EDITOR: The deductions of Bobak and Marmot are highly likely to be correct: “there is no direct evidence that alcohol caused the mortality fluctuations” (1) reported annually in Russia (2). Except for such deaths as the relatively small proportion (in Russia) due to alcoholic liver disease, alcohol poisoning and transport accidents, alcohol rarely compromises health in a direct fashion.

For most people, alcohol is self-administered as a psychotropic drug, whose patterns of use interact with the social environment in which it is used. Psychological and social harms associated with drinking accumulate, typically, over a long period of time before they are seen as a “problem” (3). Family breakdown, job loss, homelessness and public order offences do not appear overnight, but patterns related to alcohol use are discernible over populations, especially at times of wider change (4). For example, when the old South West Thames health region asked me to review HIV and drinking behaviour in 1991, we knew that alcohol did not cause AIDS - but alcohol use was a significant factor in the spread and progress of HIV-related disease. Currently my department is involved in localised studies of domestic violence and of youth suicide: these health problems are not directly caused by alcohol, but they do appear to relate to cumulative histories of drinking in individuals and in groups. The “underlying social problems” mentioned (1) interact with alcohol histories, and socially isolating adult experiences like divorce, a criminal record or homelessness may be predisposing to many pathologies down the road....

That long term health impact of different alcohol histories was tracked for decades by George Vaillant.
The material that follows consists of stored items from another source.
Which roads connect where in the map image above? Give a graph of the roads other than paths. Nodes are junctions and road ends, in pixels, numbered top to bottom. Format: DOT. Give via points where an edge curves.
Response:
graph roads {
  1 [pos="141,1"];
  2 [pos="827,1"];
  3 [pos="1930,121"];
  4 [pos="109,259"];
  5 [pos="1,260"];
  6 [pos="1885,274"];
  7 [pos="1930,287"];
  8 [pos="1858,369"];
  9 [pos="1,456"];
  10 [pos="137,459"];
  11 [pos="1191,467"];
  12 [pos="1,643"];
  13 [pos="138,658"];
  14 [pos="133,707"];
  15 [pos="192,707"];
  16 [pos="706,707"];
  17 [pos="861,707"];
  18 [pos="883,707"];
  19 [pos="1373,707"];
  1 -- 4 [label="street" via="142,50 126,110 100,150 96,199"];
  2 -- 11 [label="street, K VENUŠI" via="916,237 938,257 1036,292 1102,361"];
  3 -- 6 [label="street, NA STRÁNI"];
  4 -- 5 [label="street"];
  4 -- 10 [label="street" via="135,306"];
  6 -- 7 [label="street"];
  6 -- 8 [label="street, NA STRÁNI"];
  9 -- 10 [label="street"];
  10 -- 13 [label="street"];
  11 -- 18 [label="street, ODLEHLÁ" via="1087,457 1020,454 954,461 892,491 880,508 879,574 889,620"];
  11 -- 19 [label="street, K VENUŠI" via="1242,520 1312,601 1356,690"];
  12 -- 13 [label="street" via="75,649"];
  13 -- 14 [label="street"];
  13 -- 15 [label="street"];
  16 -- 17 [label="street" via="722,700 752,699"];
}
He observed (5): “Alcohol abuse -- unrelated to unhappy childhood -- consistently predicts unsuccessful aging, in part because alcohol damages future social supports.”

1 Bobak M, Marmot M. How much did alcohol really contribute to the mortality changes ? BMJ eletters/327/7421/964 13 November 2003.

2 Men T, Brennan P, Boffetta P, Zaridze D. Russian mortality trends for 1991-2001: analysis by cause and region. BMJ 2003; 327: 964-966.

3 Caan W. Alcohol on the mind. In: Caan W, de Belleroche J (eds) Drink, Drugs and Dependence. From science to clinical practice. London: Routledge, 2002; 51-68.

4 Caan W. Coming together on alcohol and drugs: a capital idea. Journal of Mental Health 2001; 10: 477-479.

5 Vaillant GE. Aging Well: Surprising Guideposts to a Happier Life from the landmark Harvard Study of Adult Development. Boston: Little and Brown, 2003 (paperback edition).